Saturday, June 6, 2009

Real Project Management

I want to begin this blog by talking about some practical issues in project management--at least as I see them. I have been managing projects since my early days as an electrical engineer, involved in designing communications equipment (around 1966). For the first 12 years or so, I practiced seat-of-the-pants project management, because it was all I knew how to do. After all, engineering schools teach technology, not management. And all of the other engineers I worked with practiced the same kind of project management, so I didn't know anything else.

Then I attended a seminar taught by Jim Bradford, who had been a project manager at NASA, managing a segment of the space program that had an annual budget of some 400 million dollars. It was my first exposure to a structured approach. Jim taught us how to create a work breakdown structure, then sequence the work to make a critical path network, and how to measure progress using earned value analysis. It was wonderful! I finally had a way of managing the project I was leading, which was to develop a shipboard communications receiver, and I returned to work and planned forward from where we were.
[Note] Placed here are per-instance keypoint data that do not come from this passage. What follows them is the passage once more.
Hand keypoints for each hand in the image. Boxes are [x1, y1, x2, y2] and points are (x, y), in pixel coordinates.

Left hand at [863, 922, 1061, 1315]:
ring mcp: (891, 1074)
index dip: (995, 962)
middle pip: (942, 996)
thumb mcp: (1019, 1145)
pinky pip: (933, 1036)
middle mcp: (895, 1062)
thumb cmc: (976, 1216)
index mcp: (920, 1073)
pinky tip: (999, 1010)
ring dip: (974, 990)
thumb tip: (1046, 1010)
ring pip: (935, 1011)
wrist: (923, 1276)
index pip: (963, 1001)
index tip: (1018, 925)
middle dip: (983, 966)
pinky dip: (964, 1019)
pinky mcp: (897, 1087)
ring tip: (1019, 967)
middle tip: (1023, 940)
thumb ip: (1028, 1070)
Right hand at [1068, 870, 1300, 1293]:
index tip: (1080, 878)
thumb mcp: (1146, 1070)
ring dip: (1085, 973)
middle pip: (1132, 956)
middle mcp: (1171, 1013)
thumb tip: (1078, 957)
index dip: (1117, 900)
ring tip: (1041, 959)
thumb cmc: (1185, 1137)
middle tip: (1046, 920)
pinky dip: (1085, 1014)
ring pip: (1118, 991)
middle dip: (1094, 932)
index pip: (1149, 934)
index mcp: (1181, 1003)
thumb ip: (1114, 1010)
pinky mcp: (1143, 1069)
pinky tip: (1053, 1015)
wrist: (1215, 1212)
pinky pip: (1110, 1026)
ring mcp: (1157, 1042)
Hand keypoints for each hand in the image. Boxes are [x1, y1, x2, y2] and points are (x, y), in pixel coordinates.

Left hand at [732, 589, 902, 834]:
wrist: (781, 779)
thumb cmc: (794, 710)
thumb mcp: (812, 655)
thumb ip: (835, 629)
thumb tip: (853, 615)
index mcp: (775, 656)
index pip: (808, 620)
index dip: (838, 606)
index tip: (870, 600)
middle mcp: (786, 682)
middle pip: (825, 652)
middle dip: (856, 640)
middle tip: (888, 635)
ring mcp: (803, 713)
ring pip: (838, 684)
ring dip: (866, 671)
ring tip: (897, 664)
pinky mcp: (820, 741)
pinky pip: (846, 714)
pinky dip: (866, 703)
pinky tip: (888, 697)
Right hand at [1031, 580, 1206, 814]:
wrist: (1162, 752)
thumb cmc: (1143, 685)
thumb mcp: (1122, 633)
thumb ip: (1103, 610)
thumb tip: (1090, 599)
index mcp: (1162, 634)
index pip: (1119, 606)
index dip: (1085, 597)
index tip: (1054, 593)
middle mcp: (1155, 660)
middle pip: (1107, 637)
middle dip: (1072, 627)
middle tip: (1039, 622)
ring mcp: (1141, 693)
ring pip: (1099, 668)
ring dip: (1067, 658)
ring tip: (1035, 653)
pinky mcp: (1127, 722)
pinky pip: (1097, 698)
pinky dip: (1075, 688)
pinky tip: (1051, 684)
This was in the days B. P. C. (before personal computers), an era that anyone under 50 may have difficulty even imagining, so we had to use a mainframe scheduling program that required cardpunch and was a timeshare system. You fed your cards to the system, then waited several hours for the results, only to find that you had made a typo on one of the cards, which required a lot of time to find, and the whole thing was very frustrating. Nevertheless, we were trying to manage in a structured way.

The thing is, those tools for managing projects (work breakdown structures, schedules, etc.) did not make me a project manager. They are like a hand-held calculator--it won't make a CPA of anyone. I love what someone once said, "Give us powerful tools, and they only allow us to document our failures with great precision."

Yet many senior managers believe that if they have given you a copy of some scheduling software, then you are an instant project manager--all you need do is "add water and stir." And with all due respects to the Project Management Institute, the Project Management Body of Knowledge(R) does not really define project managment either (my membership number in PMI(R) is in the 7000s, and they are now up to 300,000 members, so I assure you I am a fan of the institute).
Project management is a performing art, and like any art, it is nearly impossible to define. You have tools and techniques. You have currently accepted practices. And they define the profession.
There was a time when a doctor would bleed a patient or use leeches to effect a cure. That was accepted medical practice at the time. Any doctor doing the same today would be guilty of mal-practice, and would lose his or her license.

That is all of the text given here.